Abstract
Mortgage fraud, often a violation of federal and state criminal statutes, covers a number of different types of behavior, all of which have the common denominator of conduct that has the intent or effect of impairing the value of residential mortgage loans. Mortgage fraud has become prevalent over the past decade and shows no signs of diminishing despite the collapse of domestic housing markets during the past two years. This paper analyzes the complex relationships between prime mortgage loan markets, subprime markets, and various types of mortgage fraud. This paper concludes that the root causes of mortgage fraud are associated with the core institutional and structural components of mortgage markets, which cut across all types of residential mortgage products. The organizing principle is the historical evolution from proximity to distance within the mortgage market, which is explored along three axes. First, geographical distance between lenders and borrowers has replaced geographical proximity. The mortgage market is national, with local lending institutions no longer making a significant proportion of the loans that are originated. Second, transactional distance has replaced transactional proximity. Lenders and borrowers have little direct contact; instead intermediaries such as mortgage brokers, appraisers, insurers, and closing officers, separate the principals. Third, financial distance has replaced financial proximity. Previously both borrowers and lenders had significant financial interests in the mortgage loan transaction. The borrower had equity in the property, and the lender held the loan in its portfolio. Presently many borrowers have no equity (or negative equity) in their homes, and due to the securitization of loans through the secondary mortgage market, few originating lenders retain a stake in the loans they create.
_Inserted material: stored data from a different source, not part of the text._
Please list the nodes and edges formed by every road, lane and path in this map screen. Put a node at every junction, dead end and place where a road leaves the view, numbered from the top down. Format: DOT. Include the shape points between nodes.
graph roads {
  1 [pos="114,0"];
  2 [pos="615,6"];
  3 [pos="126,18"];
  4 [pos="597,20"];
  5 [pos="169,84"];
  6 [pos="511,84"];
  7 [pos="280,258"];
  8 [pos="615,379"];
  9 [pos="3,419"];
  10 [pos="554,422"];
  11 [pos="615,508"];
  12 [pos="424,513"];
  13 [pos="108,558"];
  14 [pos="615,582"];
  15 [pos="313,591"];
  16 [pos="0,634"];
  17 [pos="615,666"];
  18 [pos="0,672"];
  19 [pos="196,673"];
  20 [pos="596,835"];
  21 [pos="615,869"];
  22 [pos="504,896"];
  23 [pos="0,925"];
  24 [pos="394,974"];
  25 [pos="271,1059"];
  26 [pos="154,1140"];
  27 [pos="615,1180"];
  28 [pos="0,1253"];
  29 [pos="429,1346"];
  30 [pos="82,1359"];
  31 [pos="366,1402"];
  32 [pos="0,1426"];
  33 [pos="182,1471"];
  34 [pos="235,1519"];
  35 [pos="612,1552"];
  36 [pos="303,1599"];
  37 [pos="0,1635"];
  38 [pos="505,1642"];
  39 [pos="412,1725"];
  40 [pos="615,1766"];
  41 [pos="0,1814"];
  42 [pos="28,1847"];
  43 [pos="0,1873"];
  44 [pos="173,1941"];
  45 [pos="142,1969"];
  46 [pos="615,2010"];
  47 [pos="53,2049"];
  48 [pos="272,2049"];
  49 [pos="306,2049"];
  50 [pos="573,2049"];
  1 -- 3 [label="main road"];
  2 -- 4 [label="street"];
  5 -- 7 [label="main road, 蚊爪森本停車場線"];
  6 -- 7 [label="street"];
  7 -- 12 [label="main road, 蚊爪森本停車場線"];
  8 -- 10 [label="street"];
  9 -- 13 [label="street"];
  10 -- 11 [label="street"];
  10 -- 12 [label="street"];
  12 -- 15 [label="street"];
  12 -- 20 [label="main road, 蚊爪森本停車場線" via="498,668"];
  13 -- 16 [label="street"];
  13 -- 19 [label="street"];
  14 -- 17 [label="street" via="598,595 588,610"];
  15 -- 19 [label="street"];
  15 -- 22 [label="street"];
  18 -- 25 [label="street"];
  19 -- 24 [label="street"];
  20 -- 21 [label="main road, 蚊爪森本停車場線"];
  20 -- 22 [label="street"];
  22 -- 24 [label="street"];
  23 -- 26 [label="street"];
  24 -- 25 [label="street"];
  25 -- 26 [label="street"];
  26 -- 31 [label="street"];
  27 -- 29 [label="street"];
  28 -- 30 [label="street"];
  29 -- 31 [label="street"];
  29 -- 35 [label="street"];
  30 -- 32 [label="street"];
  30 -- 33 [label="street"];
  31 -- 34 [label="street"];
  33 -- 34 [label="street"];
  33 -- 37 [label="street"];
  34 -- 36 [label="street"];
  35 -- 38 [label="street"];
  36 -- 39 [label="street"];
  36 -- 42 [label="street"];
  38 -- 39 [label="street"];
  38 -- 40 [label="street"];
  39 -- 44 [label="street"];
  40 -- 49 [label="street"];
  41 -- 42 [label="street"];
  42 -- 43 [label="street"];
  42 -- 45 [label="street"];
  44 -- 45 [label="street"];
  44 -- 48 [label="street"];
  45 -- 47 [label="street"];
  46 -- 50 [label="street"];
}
Reforms that could serve to reduce borrower-lender distance or to ameliorate its effects include the fashioning of better closing procedures for verifying borrower identity, providing a premium for community-bank loans to local borrowers, making originating lenders liable for all misconduct by appraisers, requiring significant down payments for borrowers, and allowing secondary market purchasers full recourse against originating lenders for losses caused by borrower defaults.
Repository Citation
Jim Smith,
The Structural Causes of Mortgage Fraud
(2010),
Available at: https://digitalcommons.law.uga.edu/fac_artchop/848
Originally uploaded at SSRN.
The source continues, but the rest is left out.